If the PDIP-P, Nasdem and other political parties have any sense of self-preservation, never mind the welfare of the country, they would form themselves into the Opposition. 

All the election rigging, the intimidation and partisanship of local and federal officials in this round of elections was possible only because of a lack of opposition in Parliament. In fact, what happened, as pointed out in the excellent analysis by Dana Jeffrey and Eve Warbuton in the New Mandala article Explaining the Prabowo Landslide, as that all political parties colluded to dismantle the state’s checks and balances that enabled all the voting manipulation.

In the second term of Jokowi’s rule all the estates of state had failed to provide these checks and balances. Jokowi was the Executive and he’s demonstrated his preference for pragmatism and expediency to override all other considerations. The Judiciary is compromised, with the most obvious case where the Constitutional Court, manned by his brother-in-law ensured that his son could become a vice-presidential candidate. The Legislature was dominated and controlled by Jokowi that it passed laws that weakened the KPK and other institutions and watered down regulations standing in the way of Jokowi’s plans.
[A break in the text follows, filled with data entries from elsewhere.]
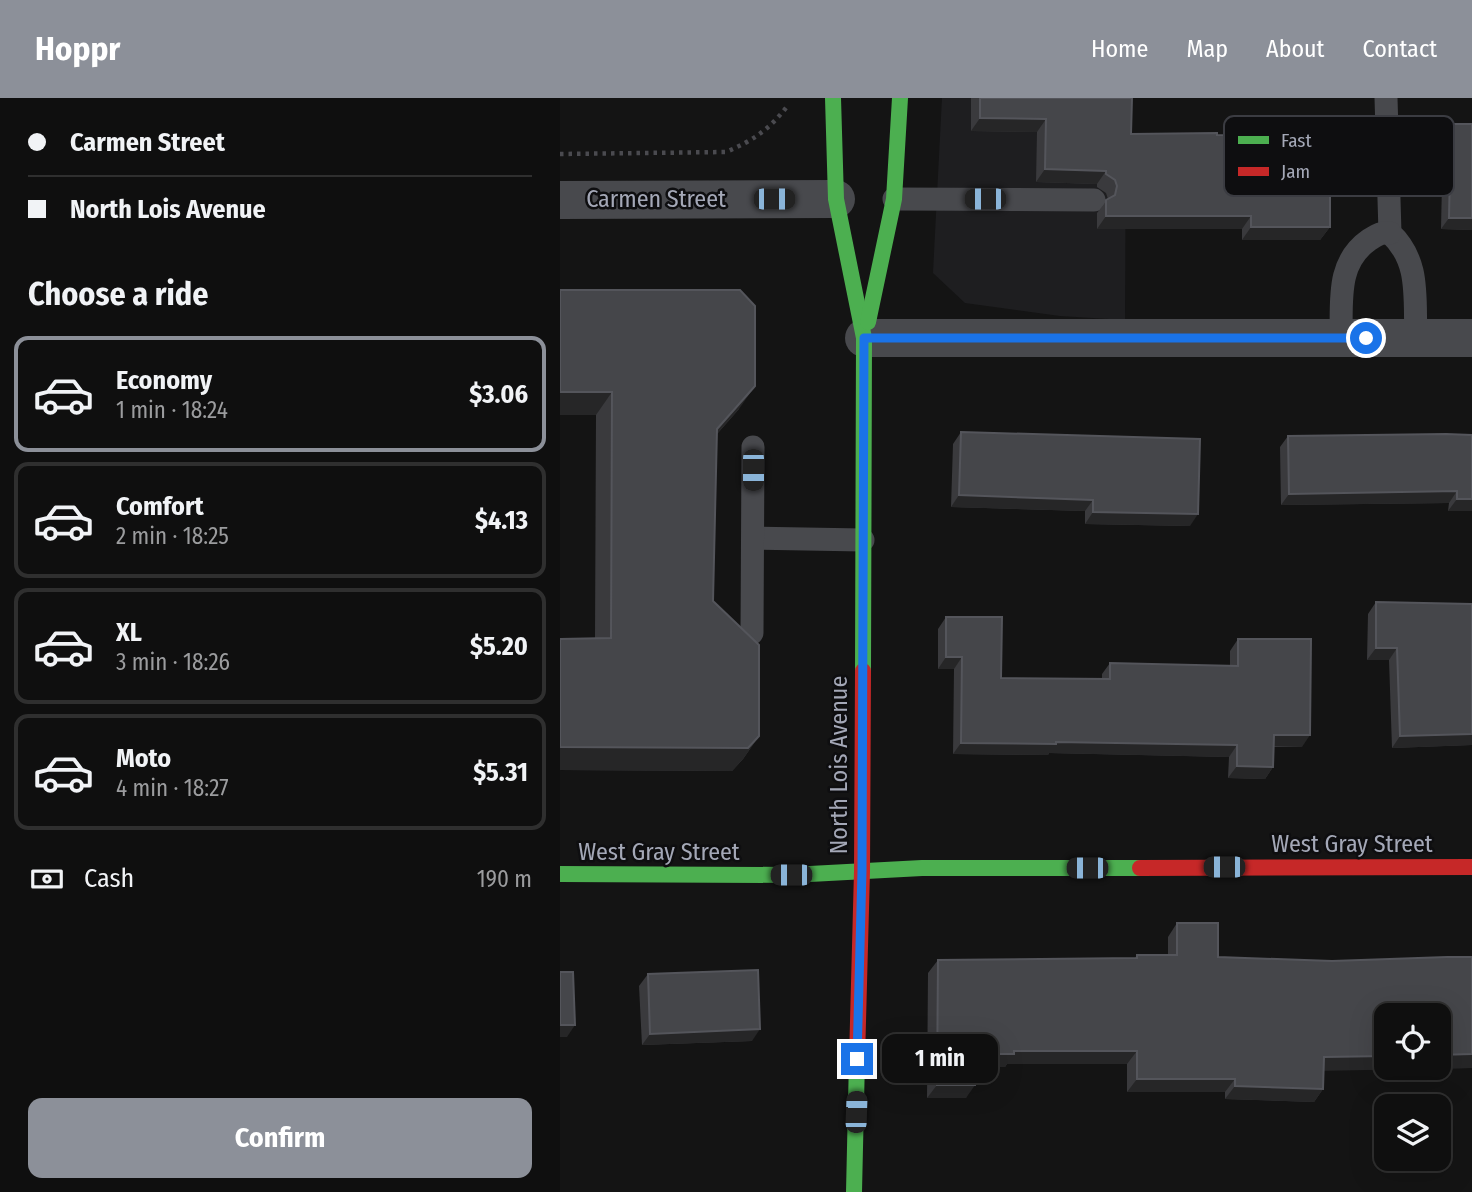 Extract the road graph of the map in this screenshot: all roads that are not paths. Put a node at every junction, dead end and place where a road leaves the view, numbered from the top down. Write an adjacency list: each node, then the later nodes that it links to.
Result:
1 (833, 98): 6 (street, North Lois Avenue)
2 (900, 98): 7 (street, North Lois Avenue)
3 (1386, 98): 4 (lane)
4 (1387, 116)
5 (1389, 196): 10 (lane)
6 (836, 199): 8 (street, Carmen Street); 11 (street, North Lois Avenue)
7 (894, 199): 9 (lane); 11 (street, North Lois Avenue)
8 (560, 200)
9 (1094, 200)
10 (1390, 233): 12 (lane); 13 (lane)
11 (864, 338): 12 (street); 17 (street, North Lois Avenue)
12 (1341, 338): 13 (street)
13 (1416, 338): 14 (street)
14 (1472, 338)
15 (753, 447): 16 (lane)
16 (753, 538): 17 (lane); 18 (lane)
17 (863, 540): 20 (street, North Lois Avenue)
18 (752, 633)
19 (1472, 867): 20 (street, West Gray Street)
20 (862, 871): 21 (street, West Gray Street); 22 (street, North Lois Avenue)
21 (560, 874)
22 (854, 1192)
The Fourth Estate, the Press, is ineffective because it hasn’t figured out how to stay ahead of social media-driven manipulations of the truth.

The electoral process has exposed all these truths starkly.

There is now a glimmer of hope that Indonesia can rise out of this low point in its democracy. Marcus Tantau in his Substack post A New Order! Whoops, I mean Era. A New Era!  pointed out that the Anies and Ganjar coalitions are likely to control about 3% more seats than Prabowo’s approximately 48% in the DPR.

“This 3% could create an opportunity for Anies and Ganjar’s coalitions to come together and form a majority in the DPR,” he said, adding that: “Such an outcome would create some real headaches for any future administration in the same way that Prabowo’s Merah Putih Coalition dominated the DPR following the 2014 election,.”

This is something that Jokowi and Prabowo must fear most and explains why Jokowi is already maneuvering to neutralize or enlist the opposition, beginning with Surya’s Paloh, the head of Nasdem and Anies Baswedian’s chief patron. No doubt he will be trying to coop the other political parties from the Anies and Ganjar coalitions, just has he coopted Prabowo after the 2019 elections.

If Jokowi succeeds then Prabowo or whomever holds the political power in Indonesia will be able to do whatever they want to consolidate more power and railroad their initiatives, which may include dynasty building. All of us will be powerless because the laws protecting our rights will be so watered down or altered to work against us, the institutions will serve only the interests of the powers that be and all opposition – even in that so-called frontier of free speech, social media, will be stifled.

It will be a New Order Baru, only more powerful because its is so insidious.